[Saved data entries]

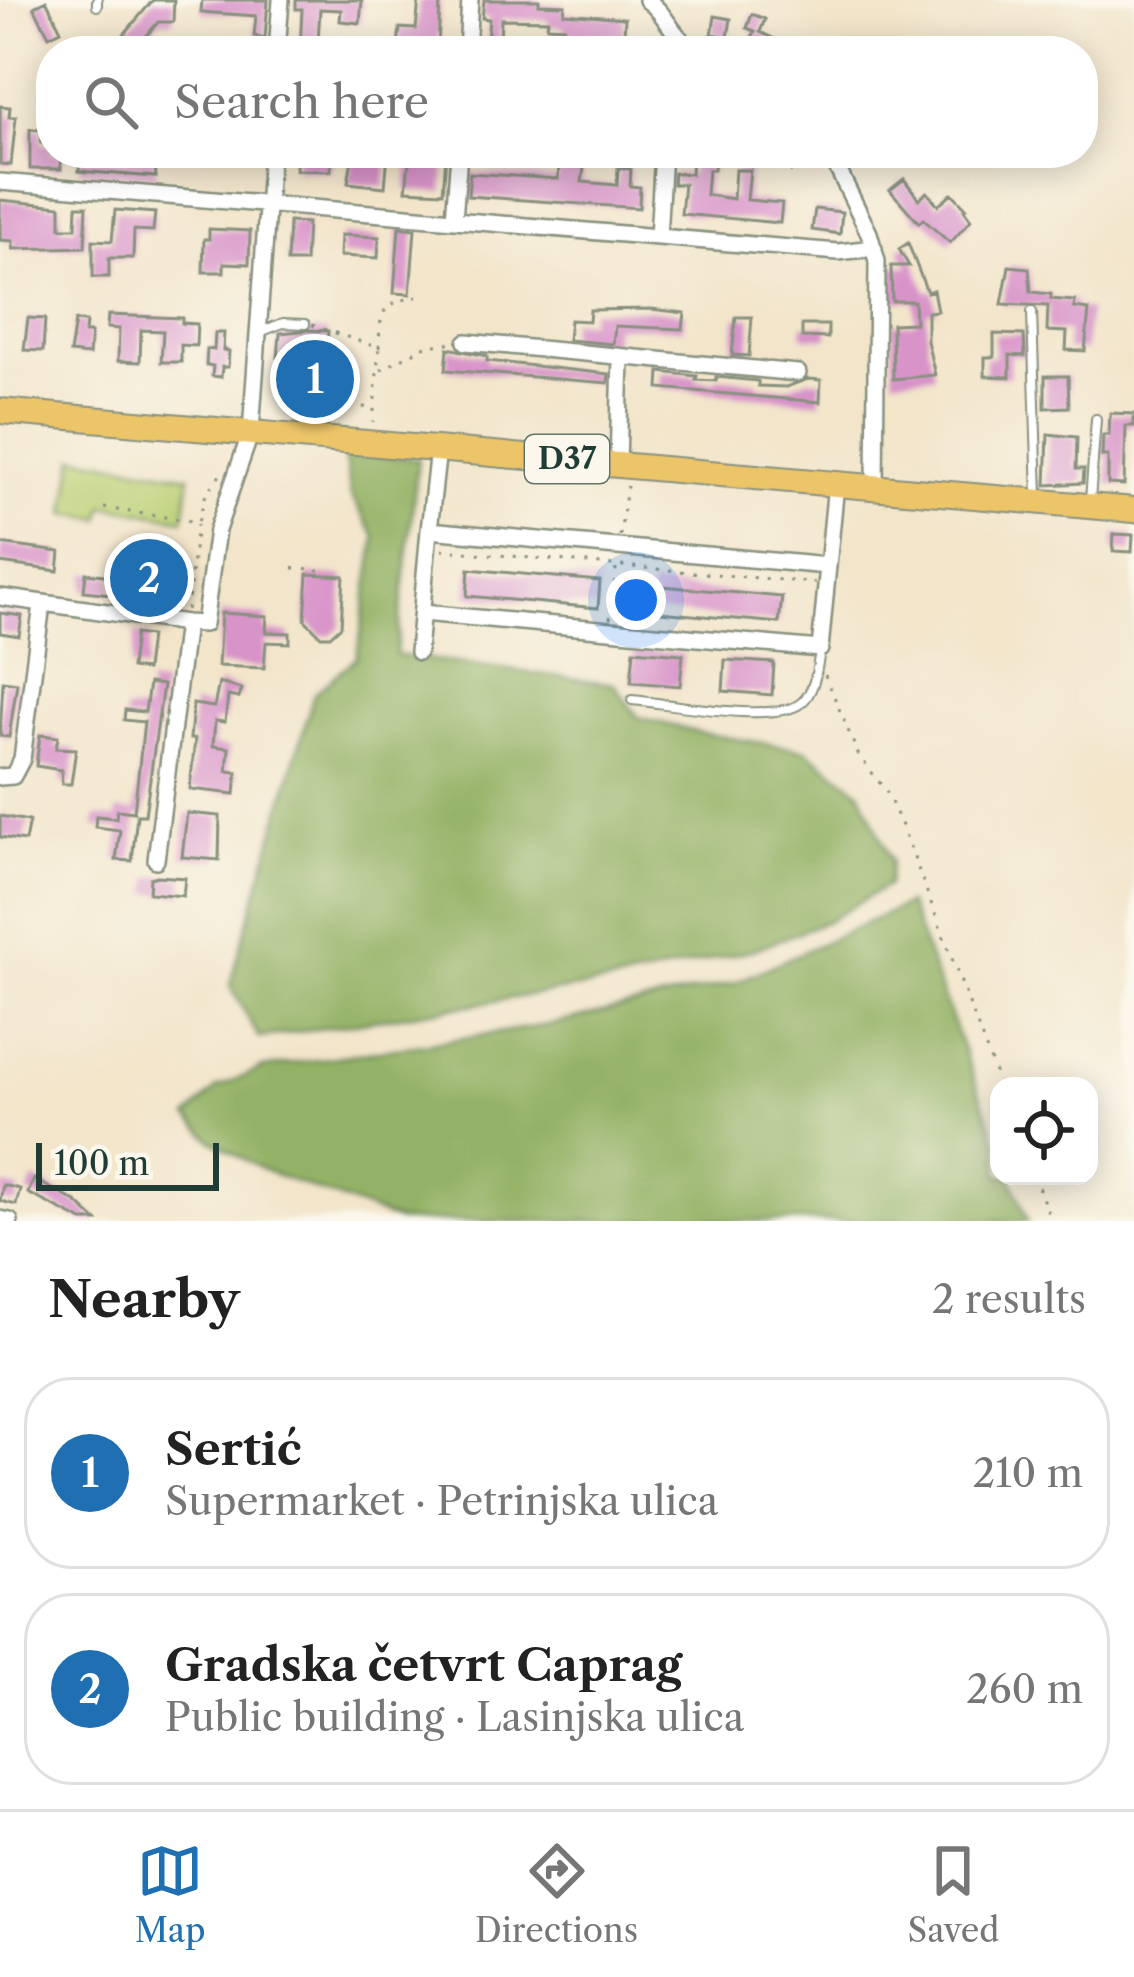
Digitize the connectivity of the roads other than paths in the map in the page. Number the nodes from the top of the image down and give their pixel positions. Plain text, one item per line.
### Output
1 (280, 0) edge
2 (470, 0) edge
3 (646, 0) edge
4 (278, 36) edge
5 (467, 36) edge
6 (671, 36) edge
7 (270, 168) edge
8 (458, 168) edge
9 (662, 168) edge
10 (837, 168) edge
11 (0, 182) edge
12 (267, 204) junction
13 (454, 219) junction
14 (658, 237) junction
15 (874, 248) junction
16 (1032, 312) dead end
17 (305, 324) road end
18 (259, 333) junction
19 (466, 342) road end
20 (621, 358) junction
21 (798, 373) dead end
22 (0, 411) edge
23 (1096, 419) dead end
24 (249, 440) junction
25 (438, 448) junction
26 (618, 464) junction
27 (836, 484) junction
28 (874, 487) junction
29 (1039, 502) junction
30 (1090, 506) junction
31 (1134, 510) edge
32 (429, 530) junction
33 (828, 566) junction
34 (0, 597) edge
35 (42, 604) junction
36 (422, 614) junction
37 (186, 622) junction
38 (820, 649) junction
39 (418, 652) dead end
40 (632, 700) dead end
41 (0, 777) edge
42 (156, 860) dead end
43 (0, 1219) edge
44 (10, 1221) edge

1 - 4 street
2 - 5 street
3 - 6 street
7 - 12 street
8 - 13 street
9 - 14 street
10 - 15 street
11 - 12 street
12 - 13 street
12 - 18 street
13 - 14 street
14 - 15 street
15 - 28 street
16 - 29 lane
17 - 18 lane
18 - 24 street
19 - 20 street
20 - 21 street
20 - 26 street
22 - 24 main road, D37
23 - 30 lane
24 - 25 main road, D37
24 - 37 street
25 - 26 main road, D37
25 - 32 street
26 - 27 main road, D37
27 - 28 main road, D37
27 - 33 street
28 - 29 main road, D37
29 - 30 main road, D37
30 - 31 main road, D37
32 - 33 street
32 - 36 street
33 - 38 street
34 - 35 street
35 - 37 street
35 - 41 street
36 - 38 street
36 - 39 street
37 - 42 street
38 - 40 lane
43 - 44 street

**Directions for this task:** Pictures are to be left out when the entries above are repeated exactly.

**Your solution:**
Digitize the connectivity of the roads other than paths in the map in the page. Number the nodes from the top of the image down and give their pixel positions. Plain text, one item per line.
### Output
1 (280, 0) edge
2 (470, 0) edge
3 (646, 0) edge
4 (278, 36) edge
5 (467, 36) edge
6 (671, 36) edge
7 (270, 168) edge
8 (458, 168) edge
9 (662, 168) edge
10 (837, 168) edge
11 (0, 182) edge
12 (267, 204) junction
13 (454, 219) junction
14 (658, 237) junction
15 (874, 248) junction
16 (1032, 312) dead end
17 (305, 324) road end
18 (259, 333) junction
19 (466, 342) road end
20 (621, 358) junction
21 (798, 373) dead end
22 (0, 411) edge
23 (1096, 419) dead end
24 (249, 440) junction
25 (438, 448) junction
26 (618, 464) junction
27 (836, 484) junction
28 (874, 487) junction
29 (1039, 502) junction
30 (1090, 506) junction
31 (1134, 510) edge
32 (429, 530) junction
33 (828, 566) junction
34 (0, 597) edge
35 (42, 604) junction
36 (422, 614) junction
37 (186, 622) junction
38 (820, 649) junction
39 (418, 652) dead end
40 (632, 700) dead end
41 (0, 777) edge
42 (156, 860) dead end
43 (0, 1219) edge
44 (10, 1221) edge

1 - 4 street
2 - 5 street
3 - 6 street
7 - 12 street
8 - 13 street
9 - 14 street
10 - 15 street
11 - 12 street
12 - 13 street
12 - 18 street
13 - 14 street
14 - 15 street
15 - 28 street
16 - 29 lane
17 - 18 lane
18 - 24 street
19 - 20 street
20 - 21 street
20 - 26 street
22 - 24 main road, D37
23 - 30 lane
24 - 25 main road, D37
24 - 37 street
25 - 26 main road, D37
25 - 32 street
26 - 27 main road, D37
27 - 28 main road, D37
27 - 33 street
28 - 29 main road, D37
29 - 30 main road, D37
30 - 31 main road, D37
32 - 33 street
32 - 36 street
33 - 38 street
34 - 35 street
35 - 37 street
35 - 41 street
36 - 38 street
36 - 39 street
37 - 42 street
38 - 40 lane
43 - 44 street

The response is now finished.